Task to carry out> Search the entries below for the word "paths" and copy every line where it appears.

Collected data:
=== Begin Enclosure ===

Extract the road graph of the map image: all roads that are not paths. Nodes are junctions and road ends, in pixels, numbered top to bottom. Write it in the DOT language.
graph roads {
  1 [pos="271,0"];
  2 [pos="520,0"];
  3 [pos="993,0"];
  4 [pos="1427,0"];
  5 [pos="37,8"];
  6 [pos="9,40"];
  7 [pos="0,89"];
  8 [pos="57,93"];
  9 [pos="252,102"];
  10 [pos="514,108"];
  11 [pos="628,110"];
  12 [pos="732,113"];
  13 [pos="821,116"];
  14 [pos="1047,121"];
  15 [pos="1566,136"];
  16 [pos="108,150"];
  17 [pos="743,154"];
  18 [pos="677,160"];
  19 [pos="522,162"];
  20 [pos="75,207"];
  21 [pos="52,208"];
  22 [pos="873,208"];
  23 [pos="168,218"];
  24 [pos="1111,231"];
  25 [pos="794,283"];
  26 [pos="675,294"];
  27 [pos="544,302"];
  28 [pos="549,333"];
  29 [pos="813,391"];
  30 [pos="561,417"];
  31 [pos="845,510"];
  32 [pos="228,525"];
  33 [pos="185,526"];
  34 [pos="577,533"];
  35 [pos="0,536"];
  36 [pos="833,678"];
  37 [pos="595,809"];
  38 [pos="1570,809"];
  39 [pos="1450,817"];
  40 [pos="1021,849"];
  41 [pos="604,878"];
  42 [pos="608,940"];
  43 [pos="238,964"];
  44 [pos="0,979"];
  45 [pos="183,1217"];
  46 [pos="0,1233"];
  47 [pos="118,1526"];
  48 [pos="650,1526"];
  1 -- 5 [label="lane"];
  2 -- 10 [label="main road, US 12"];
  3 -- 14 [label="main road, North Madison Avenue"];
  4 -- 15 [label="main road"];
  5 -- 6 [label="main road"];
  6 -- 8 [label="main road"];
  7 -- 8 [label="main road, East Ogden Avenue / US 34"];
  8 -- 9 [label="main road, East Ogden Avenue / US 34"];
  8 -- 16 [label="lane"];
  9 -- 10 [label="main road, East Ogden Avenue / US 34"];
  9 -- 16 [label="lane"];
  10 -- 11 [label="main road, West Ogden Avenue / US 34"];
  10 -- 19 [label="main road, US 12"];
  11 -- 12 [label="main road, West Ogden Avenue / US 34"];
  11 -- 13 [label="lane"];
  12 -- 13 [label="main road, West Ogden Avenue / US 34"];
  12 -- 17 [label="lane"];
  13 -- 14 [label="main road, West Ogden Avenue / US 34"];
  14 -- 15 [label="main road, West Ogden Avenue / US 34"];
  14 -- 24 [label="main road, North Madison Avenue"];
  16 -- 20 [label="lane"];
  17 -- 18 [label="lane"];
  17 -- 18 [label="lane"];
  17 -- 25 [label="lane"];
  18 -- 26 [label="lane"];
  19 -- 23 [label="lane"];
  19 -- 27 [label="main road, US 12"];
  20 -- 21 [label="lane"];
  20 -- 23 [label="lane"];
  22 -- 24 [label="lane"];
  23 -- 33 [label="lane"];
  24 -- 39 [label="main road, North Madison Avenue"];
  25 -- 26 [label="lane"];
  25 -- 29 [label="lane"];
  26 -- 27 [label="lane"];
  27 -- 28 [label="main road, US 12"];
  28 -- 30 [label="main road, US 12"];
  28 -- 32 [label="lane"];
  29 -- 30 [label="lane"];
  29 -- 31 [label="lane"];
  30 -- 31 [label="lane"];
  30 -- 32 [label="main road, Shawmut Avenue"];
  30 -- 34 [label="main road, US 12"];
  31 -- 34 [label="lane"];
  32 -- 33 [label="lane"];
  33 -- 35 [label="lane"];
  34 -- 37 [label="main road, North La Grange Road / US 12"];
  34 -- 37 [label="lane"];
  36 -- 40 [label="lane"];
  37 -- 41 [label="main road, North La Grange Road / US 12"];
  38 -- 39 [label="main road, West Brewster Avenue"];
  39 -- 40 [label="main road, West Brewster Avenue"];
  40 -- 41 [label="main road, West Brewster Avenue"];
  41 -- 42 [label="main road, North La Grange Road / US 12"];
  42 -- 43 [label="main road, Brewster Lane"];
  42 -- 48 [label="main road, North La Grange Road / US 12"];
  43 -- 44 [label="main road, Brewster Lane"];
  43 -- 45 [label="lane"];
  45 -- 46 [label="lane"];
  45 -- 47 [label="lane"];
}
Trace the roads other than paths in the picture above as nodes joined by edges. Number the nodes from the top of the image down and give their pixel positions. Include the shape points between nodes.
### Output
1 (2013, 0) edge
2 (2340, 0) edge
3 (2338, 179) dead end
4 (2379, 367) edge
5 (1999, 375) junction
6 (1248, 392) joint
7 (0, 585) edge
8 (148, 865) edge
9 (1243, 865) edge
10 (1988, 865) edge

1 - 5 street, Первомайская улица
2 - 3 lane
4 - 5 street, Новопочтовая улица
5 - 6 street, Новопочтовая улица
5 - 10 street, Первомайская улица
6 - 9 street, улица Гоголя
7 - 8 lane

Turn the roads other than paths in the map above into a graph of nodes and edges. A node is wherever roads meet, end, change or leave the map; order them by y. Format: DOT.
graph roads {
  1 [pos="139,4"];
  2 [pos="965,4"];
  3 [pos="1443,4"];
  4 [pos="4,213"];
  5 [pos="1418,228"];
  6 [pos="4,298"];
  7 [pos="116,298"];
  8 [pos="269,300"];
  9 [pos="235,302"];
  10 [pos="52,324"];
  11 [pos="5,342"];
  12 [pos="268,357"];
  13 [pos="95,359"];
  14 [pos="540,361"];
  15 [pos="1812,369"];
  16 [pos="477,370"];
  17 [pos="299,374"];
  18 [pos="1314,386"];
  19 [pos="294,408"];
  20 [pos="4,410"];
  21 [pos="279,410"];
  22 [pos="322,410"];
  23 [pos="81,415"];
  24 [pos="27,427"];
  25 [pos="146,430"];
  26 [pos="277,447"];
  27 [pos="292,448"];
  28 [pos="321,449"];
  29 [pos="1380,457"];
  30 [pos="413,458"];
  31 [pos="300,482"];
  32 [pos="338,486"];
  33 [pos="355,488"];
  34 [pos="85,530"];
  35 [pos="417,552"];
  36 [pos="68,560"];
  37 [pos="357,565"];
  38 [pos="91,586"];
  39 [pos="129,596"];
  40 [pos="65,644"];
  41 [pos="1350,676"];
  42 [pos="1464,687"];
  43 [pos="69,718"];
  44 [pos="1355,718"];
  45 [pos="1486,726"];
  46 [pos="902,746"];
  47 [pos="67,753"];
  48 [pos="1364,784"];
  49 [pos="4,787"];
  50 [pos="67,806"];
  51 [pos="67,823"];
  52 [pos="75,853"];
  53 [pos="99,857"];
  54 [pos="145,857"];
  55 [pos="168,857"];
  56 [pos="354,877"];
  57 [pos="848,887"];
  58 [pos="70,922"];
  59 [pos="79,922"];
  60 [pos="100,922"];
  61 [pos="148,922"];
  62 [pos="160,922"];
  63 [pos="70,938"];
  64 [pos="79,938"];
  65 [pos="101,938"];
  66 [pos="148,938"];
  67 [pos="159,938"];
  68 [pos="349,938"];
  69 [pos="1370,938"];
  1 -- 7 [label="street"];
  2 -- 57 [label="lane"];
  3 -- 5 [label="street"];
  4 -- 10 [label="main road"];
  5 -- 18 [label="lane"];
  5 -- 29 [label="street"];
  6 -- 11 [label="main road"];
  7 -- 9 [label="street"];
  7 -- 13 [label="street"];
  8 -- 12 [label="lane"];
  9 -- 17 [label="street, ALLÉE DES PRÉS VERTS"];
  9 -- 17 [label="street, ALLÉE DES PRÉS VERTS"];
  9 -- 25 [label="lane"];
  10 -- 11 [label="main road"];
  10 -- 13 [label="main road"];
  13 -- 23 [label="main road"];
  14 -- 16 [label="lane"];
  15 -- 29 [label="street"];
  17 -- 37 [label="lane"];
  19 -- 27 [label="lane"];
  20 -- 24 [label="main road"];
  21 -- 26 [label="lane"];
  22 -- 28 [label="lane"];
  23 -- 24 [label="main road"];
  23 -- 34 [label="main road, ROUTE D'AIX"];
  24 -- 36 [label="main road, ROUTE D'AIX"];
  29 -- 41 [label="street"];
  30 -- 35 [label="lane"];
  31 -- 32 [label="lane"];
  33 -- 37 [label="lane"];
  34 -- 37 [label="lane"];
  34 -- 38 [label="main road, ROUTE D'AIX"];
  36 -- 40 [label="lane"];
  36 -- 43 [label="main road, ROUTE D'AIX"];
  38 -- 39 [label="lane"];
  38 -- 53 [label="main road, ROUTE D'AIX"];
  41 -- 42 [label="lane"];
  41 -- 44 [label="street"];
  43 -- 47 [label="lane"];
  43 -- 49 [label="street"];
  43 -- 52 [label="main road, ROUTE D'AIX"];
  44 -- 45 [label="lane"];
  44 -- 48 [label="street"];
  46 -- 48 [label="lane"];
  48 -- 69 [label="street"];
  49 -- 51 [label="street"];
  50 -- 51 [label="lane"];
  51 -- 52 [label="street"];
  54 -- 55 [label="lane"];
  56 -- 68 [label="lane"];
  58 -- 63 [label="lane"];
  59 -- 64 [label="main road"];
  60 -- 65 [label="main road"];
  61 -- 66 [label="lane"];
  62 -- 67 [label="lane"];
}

=== End Enclosure ===

Expected answer>
Extract the road graph of the map image: all roads that are not paths. Nodes are junctions and road ends, in pixels, numbered top to bottom. Write it in the DOT language.
Trace the roads other than paths in the picture above as nodes joined by edges. Number the nodes from the top of the image down and give their pixel positions. Include the shape points between nodes.
Turn the roads other than paths in the map above into a graph of nodes and edges. A node is wherever roads meet, end, change or leave the map; order them by y. Format: DOT.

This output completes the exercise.